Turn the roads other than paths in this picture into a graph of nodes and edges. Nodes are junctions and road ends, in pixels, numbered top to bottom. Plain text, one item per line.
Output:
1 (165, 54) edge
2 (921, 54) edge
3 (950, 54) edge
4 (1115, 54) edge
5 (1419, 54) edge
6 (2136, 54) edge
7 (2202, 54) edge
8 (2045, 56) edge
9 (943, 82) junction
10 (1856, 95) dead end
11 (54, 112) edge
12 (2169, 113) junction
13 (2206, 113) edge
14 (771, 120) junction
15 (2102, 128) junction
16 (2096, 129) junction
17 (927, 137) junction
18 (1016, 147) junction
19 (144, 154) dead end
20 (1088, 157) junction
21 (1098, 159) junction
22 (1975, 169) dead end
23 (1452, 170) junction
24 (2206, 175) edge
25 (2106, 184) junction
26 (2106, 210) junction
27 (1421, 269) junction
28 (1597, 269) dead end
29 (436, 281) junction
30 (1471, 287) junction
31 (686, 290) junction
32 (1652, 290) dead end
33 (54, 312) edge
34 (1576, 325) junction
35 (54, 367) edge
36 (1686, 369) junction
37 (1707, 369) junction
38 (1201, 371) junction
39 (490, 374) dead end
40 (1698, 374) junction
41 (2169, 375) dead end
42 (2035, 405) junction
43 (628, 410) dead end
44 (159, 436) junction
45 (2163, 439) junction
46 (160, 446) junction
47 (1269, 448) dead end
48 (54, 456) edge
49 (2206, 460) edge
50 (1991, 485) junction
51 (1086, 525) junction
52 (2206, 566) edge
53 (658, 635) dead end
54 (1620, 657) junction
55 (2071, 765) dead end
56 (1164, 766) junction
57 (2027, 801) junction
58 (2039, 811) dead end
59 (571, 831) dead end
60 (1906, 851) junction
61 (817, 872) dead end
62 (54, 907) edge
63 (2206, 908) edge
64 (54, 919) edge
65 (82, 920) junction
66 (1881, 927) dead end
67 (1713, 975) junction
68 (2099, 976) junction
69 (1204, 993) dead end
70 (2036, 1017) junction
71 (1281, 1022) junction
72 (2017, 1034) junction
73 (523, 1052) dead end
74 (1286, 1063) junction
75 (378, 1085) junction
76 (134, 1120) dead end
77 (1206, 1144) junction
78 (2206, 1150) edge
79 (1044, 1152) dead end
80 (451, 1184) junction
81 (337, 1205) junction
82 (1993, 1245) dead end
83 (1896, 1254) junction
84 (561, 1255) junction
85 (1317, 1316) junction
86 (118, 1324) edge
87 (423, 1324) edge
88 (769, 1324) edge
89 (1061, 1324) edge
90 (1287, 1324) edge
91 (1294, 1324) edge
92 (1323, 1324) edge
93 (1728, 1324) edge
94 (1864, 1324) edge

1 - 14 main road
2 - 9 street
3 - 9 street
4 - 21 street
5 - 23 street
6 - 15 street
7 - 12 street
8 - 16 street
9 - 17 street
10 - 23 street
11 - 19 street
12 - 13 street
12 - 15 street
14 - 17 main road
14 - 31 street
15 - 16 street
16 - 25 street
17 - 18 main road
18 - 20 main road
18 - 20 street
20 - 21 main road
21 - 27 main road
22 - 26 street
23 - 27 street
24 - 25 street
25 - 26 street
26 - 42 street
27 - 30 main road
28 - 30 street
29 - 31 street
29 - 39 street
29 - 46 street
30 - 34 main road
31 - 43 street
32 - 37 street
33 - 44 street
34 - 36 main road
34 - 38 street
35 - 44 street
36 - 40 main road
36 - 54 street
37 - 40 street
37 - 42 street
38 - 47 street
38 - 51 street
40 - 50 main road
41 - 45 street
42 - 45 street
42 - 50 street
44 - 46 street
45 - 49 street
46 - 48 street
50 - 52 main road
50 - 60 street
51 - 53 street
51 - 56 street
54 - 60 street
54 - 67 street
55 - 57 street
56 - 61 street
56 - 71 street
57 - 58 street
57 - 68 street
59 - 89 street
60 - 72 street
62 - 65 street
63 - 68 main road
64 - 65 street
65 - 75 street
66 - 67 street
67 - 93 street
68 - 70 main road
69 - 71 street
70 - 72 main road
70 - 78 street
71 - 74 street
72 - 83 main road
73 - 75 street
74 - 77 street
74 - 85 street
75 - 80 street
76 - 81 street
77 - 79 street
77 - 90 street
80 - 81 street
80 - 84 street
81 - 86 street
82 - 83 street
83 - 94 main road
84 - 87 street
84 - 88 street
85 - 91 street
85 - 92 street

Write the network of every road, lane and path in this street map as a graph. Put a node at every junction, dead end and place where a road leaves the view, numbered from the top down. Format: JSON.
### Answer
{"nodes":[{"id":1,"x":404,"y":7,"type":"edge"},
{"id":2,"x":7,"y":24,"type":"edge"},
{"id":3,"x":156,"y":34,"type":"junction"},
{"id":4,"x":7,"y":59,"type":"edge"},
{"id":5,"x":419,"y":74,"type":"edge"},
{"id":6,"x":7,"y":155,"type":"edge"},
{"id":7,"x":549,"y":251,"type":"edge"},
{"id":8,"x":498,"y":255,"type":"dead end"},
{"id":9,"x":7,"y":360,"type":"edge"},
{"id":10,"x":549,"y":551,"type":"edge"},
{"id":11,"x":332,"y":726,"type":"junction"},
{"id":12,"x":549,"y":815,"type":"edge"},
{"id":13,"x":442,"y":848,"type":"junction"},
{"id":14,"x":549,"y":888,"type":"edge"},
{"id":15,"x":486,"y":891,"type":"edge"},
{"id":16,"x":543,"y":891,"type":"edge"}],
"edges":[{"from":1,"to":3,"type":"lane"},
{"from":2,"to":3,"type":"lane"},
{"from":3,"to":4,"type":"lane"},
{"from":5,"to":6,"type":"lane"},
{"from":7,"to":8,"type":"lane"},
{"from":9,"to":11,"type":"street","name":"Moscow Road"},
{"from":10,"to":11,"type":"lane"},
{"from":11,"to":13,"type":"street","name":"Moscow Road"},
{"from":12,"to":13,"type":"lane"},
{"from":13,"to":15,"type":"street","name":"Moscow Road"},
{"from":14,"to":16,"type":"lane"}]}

◆ **What to work on**
Please make an exact copy of the entries, down to the last character.

◆ **Answer for the task**
Turn the roads other than paths in this picture into a graph of nodes and edges. Nodes are junctions and road ends, in pixels, numbered top to bottom. Plain text, one item per line.
Output:
1 (165, 54) edge
2 (921, 54) edge
3 (950, 54) edge
4 (1115, 54) edge
5 (1419, 54) edge
6 (2136, 54) edge
7 (2202, 54) edge
8 (2045, 56) edge
9 (943, 82) junction
10 (1856, 95) dead end
11 (54, 112) edge
12 (2169, 113) junction
13 (2206, 113) edge
14 (771, 120) junction
15 (2102, 128) junction
16 (2096, 129) junction
17 (927, 137) junction
18 (1016, 147) junction
19 (144, 154) dead end
20 (1088, 157) junction
21 (1098, 159) junction
22 (1975, 169) dead end
23 (1452, 170) junction
24 (2206, 175) edge
25 (2106, 184) junction
26 (2106, 210) junction
27 (1421, 269) junction
28 (1597, 269) dead end
29 (436, 281) junction
30 (1471, 287) junction
31 (686, 290) junction
32 (1652, 290) dead end
33 (54, 312) edge
34 (1576, 325) junction
35 (54, 367) edge
36 (1686, 369) junction
37 (1707, 369) junction
38 (1201, 371) junction
39 (490, 374) dead end
40 (1698, 374) junction
41 (2169, 375) dead end
42 (2035, 405) junction
43 (628, 410) dead end
44 (159, 436) junction
45 (2163, 439) junction
46 (160, 446) junction
47 (1269, 448) dead end
48 (54, 456) edge
49 (2206, 460) edge
50 (1991, 485) junction
51 (1086, 525) junction
52 (2206, 566) edge
53 (658, 635) dead end
54 (1620, 657) junction
55 (2071, 765) dead end
56 (1164, 766) junction
57 (2027, 801) junction
58 (2039, 811) dead end
59 (571, 831) dead end
60 (1906, 851) junction
61 (817, 872) dead end
62 (54, 907) edge
63 (2206, 908) edge
64 (54, 919) edge
65 (82, 920) junction
66 (1881, 927) dead end
67 (1713, 975) junction
68 (2099, 976) junction
69 (1204, 993) dead end
70 (2036, 1017) junction
71 (1281, 1022) junction
72 (2017, 1034) junction
73 (523, 1052) dead end
74 (1286, 1063) junction
75 (378, 1085) junction
76 (134, 1120) dead end
77 (1206, 1144) junction
78 (2206, 1150) edge
79 (1044, 1152) dead end
80 (451, 1184) junction
81 (337, 1205) junction
82 (1993, 1245) dead end
83 (1896, 1254) junction
84 (561, 1255) junction
85 (1317, 1316) junction
86 (118, 1324) edge
87 (423, 1324) edge
88 (769, 1324) edge
89 (1061, 1324) edge
90 (1287, 1324) edge
91 (1294, 1324) edge
92 (1323, 1324) edge
93 (1728, 1324) edge
94 (1864, 1324) edge

1 - 14 main road
2 - 9 street
3 - 9 street
4 - 21 street
5 - 23 street
6 - 15 street
7 - 12 street
8 - 16 street
9 - 17 street
10 - 23 street
11 - 19 street
12 - 13 street
12 - 15 street
14 - 17 main road
14 - 31 street
15 - 16 street
16 - 25 street
17 - 18 main road
18 - 20 main road
18 - 20 street
20 - 21 main road
21 - 27 main road
22 - 26 street
23 - 27 street
24 - 25 street
25 - 26 street
26 - 42 street
27 - 30 main road
28 - 30 street
29 - 31 street
29 - 39 street
29 - 46 street
30 - 34 main road
31 - 43 street
32 - 37 street
33 - 44 street
34 - 36 main road
34 - 38 street
35 - 44 street
36 - 40 main road
36 - 54 street
37 - 40 street
37 - 42 street
38 - 47 street
38 - 51 street
40 - 50 main road
41 - 45 street
42 - 45 street
42 - 50 street
44 - 46 street
45 - 49 street
46 - 48 street
50 - 52 main road
50 - 60 street
51 - 53 street
51 - 56 street
54 - 60 street
54 - 67 street
55 - 57 street
56 - 61 street
56 - 71 street
57 - 58 street
57 - 68 street
59 - 89 street
60 - 72 street
62 - 65 street
63 - 68 main road
64 - 65 street
65 - 75 street
66 - 67 street
67 - 93 street
68 - 70 main road
69 - 71 street
70 - 72 main road
70 - 78 street
71 - 74 street
72 - 83 main road
73 - 75 street
74 - 77 street
74 - 85 street
75 - 80 street
76 - 81 street
77 - 79 street
77 - 90 street
80 - 81 street
80 - 84 street
81 - 86 street
82 - 83 street
83 - 94 main road
84 - 87 street
84 - 88 street
85 - 91 street
85 - 92 street

Write the network of every road, lane and path in this street map as a graph. Put a node at every junction, dead end and place where a road leaves the view, numbered from the top down. Format: JSON.
### Answer
{"nodes":[{"id":1,"x":404,"y":7,"type":"edge"},
{"id":2,"x":7,"y":24,"type":"edge"},
{"id":3,"x":156,"y":34,"type":"junction"},
{"id":4,"x":7,"y":59,"type":"edge"},
{"id":5,"x":419,"y":74,"type":"edge"},
{"id":6,"x":7,"y":155,"type":"edge"},
{"id":7,"x":549,"y":251,"type":"edge"},
{"id":8,"x":498,"y":255,"type":"dead end"},
{"id":9,"x":7,"y":360,"type":"edge"},
{"id":10,"x":549,"y":551,"type":"edge"},
{"id":11,"x":332,"y":726,"type":"junction"},
{"id":12,"x":549,"y":815,"type":"edge"},
{"id":13,"x":442,"y":848,"type":"junction"},
{"id":14,"x":549,"y":888,"type":"edge"},
{"id":15,"x":486,"y":891,"type":"edge"},
{"id":16,"x":543,"y":891,"type":"edge"}],
"edges":[{"from":1,"to":3,"type":"lane"},
{"from":2,"to":3,"type":"lane"},
{"from":3,"to":4,"type":"lane"},
{"from":5,"to":6,"type":"lane"},
{"from":7,"to":8,"type":"lane"},
{"from":9,"to":11,"type":"street","name":"Moscow Road"},
{"from":10,"to":11,"type":"lane"},
{"from":11,"to":13,"type":"street","name":"Moscow Road"},
{"from":12,"to":13,"type":"lane"},
{"from":13,"to":15,"type":"street","name":"Moscow Road"},
{"from":14,"to":16,"type":"lane"}]}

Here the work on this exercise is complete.